The module interface works great for deploying the generated operator libraries in TVM. However, we are still facing a challenge on how to have a common deployment interface for machine learning models.
Our most commonly used interface is the graph runtime, whose mechanism is a bit different from low-level code loading (not as simple as module.load). In the past RFCs we already tried to argue that we should use the same module mechanism to deploy ML models. However, there are still quite a few challenges that need to be addressed:
- R1: The creation of ML model can be context dependent. For example, the user needs to be able to specify which GPU to run the graph runtime on.
- R2: We start to have multiple variations of model runtime, such as RelayVM. While it does not makes sense to force all model runtime to have the same set of APIs, it would be helpful to have a same mechanism for packaging and loading.
- R3: In advanced usecases, we want to be able to bundle multiple models into a single shared library.
It is not hard to propose a few interfaces to “solve” the above challenges. However, it is hard to agree on “the interface convention” for TVM’s ML model packaging.
As a basic principle, we directly make use of the current Module system to build a convention on top. An important thing to keep in mind is that we hope to let the users learn as little as possible.
The Raw Interface Strawman
Given that all the additional wrapping boils down to the raw module interface. We start the discussion by a strawman’s proposal using the raw module interface.
# lib is a GraphRuntimeFactoryModule
# that contains json and parameters
lib = tvm.module.load("resnet18.so")
# Call into the factory module to create a graph runtime
# Having this additional factory create step solves R1
# Note that parameters are already set
#
# The first argument is a key that helps to solve R3
#
# Alternative API 0: take model as key.
gmod = lib["runtime_create"]("resnet18", tvm.cpu(0))
# Alternative API 1: select the model then construct
gmod = lib["runtime_select"]("resnet18")(tvm.cpu(0))
# Alternative API 2: directly key constructor by model name.
gmod = lib["resnet18"](tvm.cpu(0))
set_input = gmod["set_input"]
run = gmod["run"]
get_output = gmod["get_output"]
# We do not need to set the parameters here
# as the models
set_input(data=my_data)
run()
get_output()
# Alternative: sklearn style predict function
# that might works better for VM, might help solve R2
predict = gmod["predict"]
output = predict(data=my_data, out=out_data)
A few highlights:
- H1: Instead of directly returning a GraphRuntime module when we load, we only load a factory module that contains the necessary meta-data. Then another call of the create function will create the actual graph runtime module.
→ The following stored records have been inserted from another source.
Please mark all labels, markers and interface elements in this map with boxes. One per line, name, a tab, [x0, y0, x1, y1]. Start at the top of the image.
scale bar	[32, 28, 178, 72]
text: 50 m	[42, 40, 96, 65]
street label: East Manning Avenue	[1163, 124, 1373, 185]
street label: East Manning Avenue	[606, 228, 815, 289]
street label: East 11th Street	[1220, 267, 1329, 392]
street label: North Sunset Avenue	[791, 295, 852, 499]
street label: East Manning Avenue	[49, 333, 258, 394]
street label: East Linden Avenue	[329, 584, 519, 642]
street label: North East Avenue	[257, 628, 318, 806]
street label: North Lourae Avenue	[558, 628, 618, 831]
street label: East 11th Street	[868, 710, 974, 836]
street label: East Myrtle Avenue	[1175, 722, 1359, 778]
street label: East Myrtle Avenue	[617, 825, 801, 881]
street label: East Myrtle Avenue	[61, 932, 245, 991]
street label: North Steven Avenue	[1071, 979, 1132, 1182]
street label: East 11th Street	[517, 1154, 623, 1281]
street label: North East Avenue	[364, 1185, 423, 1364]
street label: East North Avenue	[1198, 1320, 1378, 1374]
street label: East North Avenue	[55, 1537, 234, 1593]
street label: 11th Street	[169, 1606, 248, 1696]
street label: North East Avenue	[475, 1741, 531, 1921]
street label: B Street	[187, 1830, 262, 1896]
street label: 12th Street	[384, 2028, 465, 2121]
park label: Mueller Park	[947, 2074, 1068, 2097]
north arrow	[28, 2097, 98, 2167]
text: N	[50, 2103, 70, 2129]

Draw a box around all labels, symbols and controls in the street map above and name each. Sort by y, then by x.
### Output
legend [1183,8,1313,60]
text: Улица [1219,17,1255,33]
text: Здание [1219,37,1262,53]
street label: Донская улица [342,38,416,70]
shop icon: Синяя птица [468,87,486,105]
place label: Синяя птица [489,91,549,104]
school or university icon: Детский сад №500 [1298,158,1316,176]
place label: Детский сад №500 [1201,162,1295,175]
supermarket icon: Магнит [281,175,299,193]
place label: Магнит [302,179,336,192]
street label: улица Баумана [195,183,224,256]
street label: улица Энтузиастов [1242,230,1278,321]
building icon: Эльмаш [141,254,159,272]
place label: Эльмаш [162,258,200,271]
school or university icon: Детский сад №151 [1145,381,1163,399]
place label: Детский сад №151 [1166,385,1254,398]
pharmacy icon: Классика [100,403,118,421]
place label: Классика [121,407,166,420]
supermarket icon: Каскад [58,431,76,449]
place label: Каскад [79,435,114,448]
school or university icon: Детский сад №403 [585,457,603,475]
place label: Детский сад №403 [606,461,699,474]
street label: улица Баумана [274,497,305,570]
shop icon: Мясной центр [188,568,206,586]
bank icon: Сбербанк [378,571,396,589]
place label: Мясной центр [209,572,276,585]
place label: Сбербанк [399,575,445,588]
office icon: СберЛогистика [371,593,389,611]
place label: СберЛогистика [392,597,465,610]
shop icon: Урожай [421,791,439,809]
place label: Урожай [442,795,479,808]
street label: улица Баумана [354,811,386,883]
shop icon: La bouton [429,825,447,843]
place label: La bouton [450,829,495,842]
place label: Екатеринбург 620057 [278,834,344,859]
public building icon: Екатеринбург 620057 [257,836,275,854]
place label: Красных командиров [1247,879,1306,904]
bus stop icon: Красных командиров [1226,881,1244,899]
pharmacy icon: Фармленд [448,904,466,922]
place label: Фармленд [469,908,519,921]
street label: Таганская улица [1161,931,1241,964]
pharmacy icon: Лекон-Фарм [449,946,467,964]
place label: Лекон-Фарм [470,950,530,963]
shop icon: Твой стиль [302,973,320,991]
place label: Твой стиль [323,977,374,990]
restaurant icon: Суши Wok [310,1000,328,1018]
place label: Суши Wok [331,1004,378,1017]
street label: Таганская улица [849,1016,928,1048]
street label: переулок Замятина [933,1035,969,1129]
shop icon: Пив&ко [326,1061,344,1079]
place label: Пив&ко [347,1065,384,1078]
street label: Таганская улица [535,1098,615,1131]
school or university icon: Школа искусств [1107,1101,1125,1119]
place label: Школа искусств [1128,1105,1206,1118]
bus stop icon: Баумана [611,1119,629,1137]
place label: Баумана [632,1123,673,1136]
- H2: The create function takes in a model name as a key, which potentially allows bundling multiple model/modules into the same shared library.
- H3: The json and parameters can be bundled into the factory module. That means the create function only have to take a context parameter. This interface brings some future benefits – e.g. we can use AOT to generate a logic that runs the graph runtime, but use the same interface.
- H4: Depending on what interface we encourage (set/run/get) vs predict. We can have a different levels of interface sharing between VM and graph runtime.
Discussions
Here are some points for discussion
- D1: do you like the factory pattern, shall we always require a model name field (and allow “default”), or shall we take the alternative API specialization approach.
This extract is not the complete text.